Гого решил идти домой. Он не был пьян. От нервного напряжения, в котором он находился, алкоголь не приносил ему облегчения. Впервые он не имел ни малейшего желания идти с ними, и если колебался, то лишь из опасения, что в его отсутствие Ирвинг скажет, где нашел портсигар.

Однако Ирвинг держался спокойно. По его поведению можно было сделать вывод, что он решил сохранить все втайне. Когда Гого начал прощаться, Ирвинг предложил подвезти его домой. Из этого следовало, что Ирвинг не намерен воспользоваться имеющейся информацией. Гого не мог понять, что склонило Фреда поступить именно так, зачем он вообще выкупил портсигар. Логичнее было бы в разговоре с Гого дать невзначай понять, что знает о его поступке и что дает ему какое-то время для возвращения чужой вещи. Гого слишком хорошо знал Фреда, чтобы подозревать его в каких бы то ни было планах морального шантажа.

Ирвинг остановился возле дома Гого и протянул ему руку.

— Спи спокойно! — сказал он на прощание по-английски.

Гого сильно сжал его руку.

— Спасибо тебе, большое спасибо, — он акцентировал это таким образом, что отнести благодарность можно было как к вопросу с портсигаром, так и к вежливому предложению подвезти.
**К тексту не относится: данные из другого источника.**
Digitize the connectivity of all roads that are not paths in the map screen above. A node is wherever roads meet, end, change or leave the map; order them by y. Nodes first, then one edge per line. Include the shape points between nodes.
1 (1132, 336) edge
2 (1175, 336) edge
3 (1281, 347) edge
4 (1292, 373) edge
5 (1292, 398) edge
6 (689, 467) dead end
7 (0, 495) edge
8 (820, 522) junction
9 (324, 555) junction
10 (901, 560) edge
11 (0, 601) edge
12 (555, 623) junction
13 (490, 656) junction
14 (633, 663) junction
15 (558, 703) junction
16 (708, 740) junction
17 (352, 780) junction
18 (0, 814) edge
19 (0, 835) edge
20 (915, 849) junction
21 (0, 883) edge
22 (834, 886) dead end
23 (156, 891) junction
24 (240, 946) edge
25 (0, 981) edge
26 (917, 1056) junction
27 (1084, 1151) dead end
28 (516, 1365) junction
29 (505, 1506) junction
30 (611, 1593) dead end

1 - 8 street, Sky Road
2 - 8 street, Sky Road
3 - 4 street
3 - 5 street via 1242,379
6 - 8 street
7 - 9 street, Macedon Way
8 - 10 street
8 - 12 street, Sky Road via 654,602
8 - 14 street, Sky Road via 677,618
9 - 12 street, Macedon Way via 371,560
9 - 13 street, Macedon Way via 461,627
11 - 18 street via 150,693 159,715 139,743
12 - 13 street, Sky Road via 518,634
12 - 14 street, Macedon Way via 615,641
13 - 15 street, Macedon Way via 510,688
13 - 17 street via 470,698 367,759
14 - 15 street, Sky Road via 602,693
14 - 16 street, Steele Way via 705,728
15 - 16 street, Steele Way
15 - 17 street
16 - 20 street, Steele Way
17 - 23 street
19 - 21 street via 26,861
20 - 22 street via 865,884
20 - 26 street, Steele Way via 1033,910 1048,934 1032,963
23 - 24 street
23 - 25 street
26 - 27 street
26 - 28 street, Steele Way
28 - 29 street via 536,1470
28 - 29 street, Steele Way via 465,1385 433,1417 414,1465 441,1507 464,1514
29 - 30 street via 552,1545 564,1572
— О, это такая мелочь, не о чем и говорить, — с легкостью ответил Ирвинг.

Гого позвонил в дверь и. глядя на удаляющиеся красные огоньки машины, почувствовал в глазах слезы.

— Фред действительно благородный человек… Друг, — шептал он.

Тем временем в «Негреско» компанию встретила неожиданность: первым, кого они там увидели, был Адам Полясский.

— Это ты так работаешь, — возмутился Хохля.

— Я работал до часа, — защищался Полясский, — ну и вынужден был выйти что-нибудь перекусить.

— Миндаль! — рассмеялся Стронковский, указывая на завернутые в салфетку жареные орешки, лежащие рядом с большим фужером коктейля.

К столику Полясского администрация придвинула еще два, чтобы разместиться смогли все. Вскоре с другого конца зала подошли Три Свинки. Без всяких церемоний они покинули свою компанию, чтобы подсесть к Дьяволам. Попрощавшийся Кучиминьский появился спустя четверть часа с пани Тиной Даберман, которую встретил где-то по дороге. Присутствие женщин повлияло на полную замену тем и тона разговора. Посыпались шутки и анекдоты.

— Весьма примечателен, — обратился Полясский к сидевшему рядом Тукалле, — тот факт, что достаточно нескольких, даже одной женщины среди десятка интеллектуалов, чтобы они стали похожими на большинство.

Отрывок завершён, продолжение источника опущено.